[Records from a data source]
○ ○ ○ ○ ○

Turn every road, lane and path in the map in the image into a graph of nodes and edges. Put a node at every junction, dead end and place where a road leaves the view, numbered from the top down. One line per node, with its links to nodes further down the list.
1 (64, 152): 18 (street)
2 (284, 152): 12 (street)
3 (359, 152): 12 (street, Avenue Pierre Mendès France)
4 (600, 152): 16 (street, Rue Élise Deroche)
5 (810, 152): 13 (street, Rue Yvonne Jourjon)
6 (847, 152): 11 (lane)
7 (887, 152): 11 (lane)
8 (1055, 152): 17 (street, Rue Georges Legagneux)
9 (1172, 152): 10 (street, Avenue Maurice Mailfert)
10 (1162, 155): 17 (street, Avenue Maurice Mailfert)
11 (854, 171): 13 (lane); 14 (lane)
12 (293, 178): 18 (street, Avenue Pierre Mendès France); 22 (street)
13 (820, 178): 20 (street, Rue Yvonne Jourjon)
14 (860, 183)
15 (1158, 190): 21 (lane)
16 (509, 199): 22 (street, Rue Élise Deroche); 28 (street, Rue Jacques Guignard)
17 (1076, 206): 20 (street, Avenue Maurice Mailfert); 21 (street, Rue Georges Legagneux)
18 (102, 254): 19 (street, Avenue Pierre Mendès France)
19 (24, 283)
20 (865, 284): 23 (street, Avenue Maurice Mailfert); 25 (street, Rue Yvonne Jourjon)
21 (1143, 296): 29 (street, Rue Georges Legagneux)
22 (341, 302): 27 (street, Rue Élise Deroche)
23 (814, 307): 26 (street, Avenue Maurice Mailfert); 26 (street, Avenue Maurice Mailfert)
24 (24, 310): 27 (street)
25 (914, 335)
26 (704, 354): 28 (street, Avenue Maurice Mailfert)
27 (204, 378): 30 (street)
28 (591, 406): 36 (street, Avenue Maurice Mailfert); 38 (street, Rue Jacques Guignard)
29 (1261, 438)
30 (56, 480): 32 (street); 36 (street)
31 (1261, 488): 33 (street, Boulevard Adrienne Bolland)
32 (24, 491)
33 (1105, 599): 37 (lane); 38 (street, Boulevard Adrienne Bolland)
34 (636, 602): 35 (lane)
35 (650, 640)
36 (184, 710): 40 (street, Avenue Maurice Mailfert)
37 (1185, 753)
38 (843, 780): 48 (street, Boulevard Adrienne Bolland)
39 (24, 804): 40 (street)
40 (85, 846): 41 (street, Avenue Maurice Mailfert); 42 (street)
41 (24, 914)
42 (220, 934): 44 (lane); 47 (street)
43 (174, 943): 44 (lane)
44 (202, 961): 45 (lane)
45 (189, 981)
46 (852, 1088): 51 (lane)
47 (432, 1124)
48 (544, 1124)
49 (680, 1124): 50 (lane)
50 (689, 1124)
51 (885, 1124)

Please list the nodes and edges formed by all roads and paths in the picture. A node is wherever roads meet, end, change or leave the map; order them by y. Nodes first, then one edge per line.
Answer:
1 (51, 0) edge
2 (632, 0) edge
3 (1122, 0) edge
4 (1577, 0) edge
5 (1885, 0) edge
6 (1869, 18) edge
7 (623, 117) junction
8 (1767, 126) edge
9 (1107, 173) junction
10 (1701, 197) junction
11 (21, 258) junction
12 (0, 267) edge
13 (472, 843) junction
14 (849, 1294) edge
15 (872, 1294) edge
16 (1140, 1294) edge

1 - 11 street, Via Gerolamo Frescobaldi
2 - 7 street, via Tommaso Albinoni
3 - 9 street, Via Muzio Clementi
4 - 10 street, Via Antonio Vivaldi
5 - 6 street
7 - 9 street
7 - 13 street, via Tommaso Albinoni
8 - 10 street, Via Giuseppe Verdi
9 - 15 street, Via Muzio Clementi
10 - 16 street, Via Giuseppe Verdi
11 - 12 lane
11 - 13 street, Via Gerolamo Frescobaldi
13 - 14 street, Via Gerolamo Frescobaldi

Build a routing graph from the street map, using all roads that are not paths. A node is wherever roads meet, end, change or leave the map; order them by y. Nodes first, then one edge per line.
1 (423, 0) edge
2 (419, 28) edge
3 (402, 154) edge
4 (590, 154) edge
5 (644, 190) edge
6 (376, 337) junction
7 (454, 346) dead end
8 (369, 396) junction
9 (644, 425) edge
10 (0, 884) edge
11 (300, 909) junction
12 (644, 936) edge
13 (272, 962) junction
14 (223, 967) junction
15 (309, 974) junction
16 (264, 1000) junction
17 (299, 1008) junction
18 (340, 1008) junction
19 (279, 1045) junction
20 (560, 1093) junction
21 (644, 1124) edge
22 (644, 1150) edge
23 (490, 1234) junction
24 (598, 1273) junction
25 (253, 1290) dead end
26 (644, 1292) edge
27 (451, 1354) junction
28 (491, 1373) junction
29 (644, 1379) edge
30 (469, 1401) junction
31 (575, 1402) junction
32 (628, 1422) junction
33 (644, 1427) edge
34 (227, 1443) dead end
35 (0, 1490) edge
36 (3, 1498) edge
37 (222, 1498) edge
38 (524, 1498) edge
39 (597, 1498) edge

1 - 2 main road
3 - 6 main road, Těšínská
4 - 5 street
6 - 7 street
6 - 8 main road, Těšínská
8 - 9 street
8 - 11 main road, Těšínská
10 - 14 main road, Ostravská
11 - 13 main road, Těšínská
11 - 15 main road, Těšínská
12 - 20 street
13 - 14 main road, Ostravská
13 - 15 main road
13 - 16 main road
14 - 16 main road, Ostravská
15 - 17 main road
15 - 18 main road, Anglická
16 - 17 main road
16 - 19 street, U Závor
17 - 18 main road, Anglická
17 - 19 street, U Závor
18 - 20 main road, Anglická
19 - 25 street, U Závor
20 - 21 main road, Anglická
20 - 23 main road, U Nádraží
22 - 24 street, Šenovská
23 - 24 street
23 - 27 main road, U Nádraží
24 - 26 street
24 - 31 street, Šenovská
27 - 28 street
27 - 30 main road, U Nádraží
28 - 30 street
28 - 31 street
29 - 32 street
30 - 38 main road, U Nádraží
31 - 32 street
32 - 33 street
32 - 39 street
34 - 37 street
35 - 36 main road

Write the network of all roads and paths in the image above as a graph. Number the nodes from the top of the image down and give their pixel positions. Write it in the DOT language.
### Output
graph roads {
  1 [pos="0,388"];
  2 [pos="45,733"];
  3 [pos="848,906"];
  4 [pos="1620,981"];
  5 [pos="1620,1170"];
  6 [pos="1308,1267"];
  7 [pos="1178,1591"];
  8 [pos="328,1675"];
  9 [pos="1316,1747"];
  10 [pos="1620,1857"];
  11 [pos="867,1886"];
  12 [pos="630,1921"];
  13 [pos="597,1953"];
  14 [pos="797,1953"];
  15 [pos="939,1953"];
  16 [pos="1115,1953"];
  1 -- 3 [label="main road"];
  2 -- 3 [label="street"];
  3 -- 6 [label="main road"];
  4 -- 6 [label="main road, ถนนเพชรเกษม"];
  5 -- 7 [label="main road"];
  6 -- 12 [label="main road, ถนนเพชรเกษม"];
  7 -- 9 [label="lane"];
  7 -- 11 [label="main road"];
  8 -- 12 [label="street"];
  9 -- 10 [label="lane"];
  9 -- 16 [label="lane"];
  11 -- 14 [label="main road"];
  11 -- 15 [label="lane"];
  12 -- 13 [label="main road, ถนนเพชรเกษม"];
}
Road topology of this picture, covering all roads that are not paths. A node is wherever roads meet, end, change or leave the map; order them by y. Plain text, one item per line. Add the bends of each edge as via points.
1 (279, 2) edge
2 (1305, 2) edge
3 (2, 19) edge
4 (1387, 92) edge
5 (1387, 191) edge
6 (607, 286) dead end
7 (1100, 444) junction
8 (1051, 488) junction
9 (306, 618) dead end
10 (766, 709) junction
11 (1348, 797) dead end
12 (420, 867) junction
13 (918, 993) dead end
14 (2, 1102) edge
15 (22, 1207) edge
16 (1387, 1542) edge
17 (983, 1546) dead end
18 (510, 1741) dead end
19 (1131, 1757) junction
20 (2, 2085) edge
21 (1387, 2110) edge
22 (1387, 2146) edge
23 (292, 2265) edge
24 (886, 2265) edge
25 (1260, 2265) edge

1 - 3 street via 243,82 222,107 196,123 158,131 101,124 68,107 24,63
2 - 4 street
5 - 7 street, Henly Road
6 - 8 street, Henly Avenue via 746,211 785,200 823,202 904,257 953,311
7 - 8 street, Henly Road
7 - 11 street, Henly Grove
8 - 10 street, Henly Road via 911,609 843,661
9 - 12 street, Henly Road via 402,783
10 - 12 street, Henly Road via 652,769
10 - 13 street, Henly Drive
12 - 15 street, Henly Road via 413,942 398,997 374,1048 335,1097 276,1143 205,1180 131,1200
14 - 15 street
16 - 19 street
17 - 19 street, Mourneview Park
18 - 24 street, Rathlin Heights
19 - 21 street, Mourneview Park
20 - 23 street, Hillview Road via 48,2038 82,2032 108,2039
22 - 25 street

○ ○ ○ ○ ○

Exercise instructions: Look over the entries for "Pierre", then copy every line that includes that string.

Task response:
3 (359, 152): 12 (street, Avenue Pierre Mendès France)
12 (293, 178): 18 (street, Avenue Pierre Mendès France); 22 (street)
18 (102, 254): 19 (street, Avenue Pierre Mendès France)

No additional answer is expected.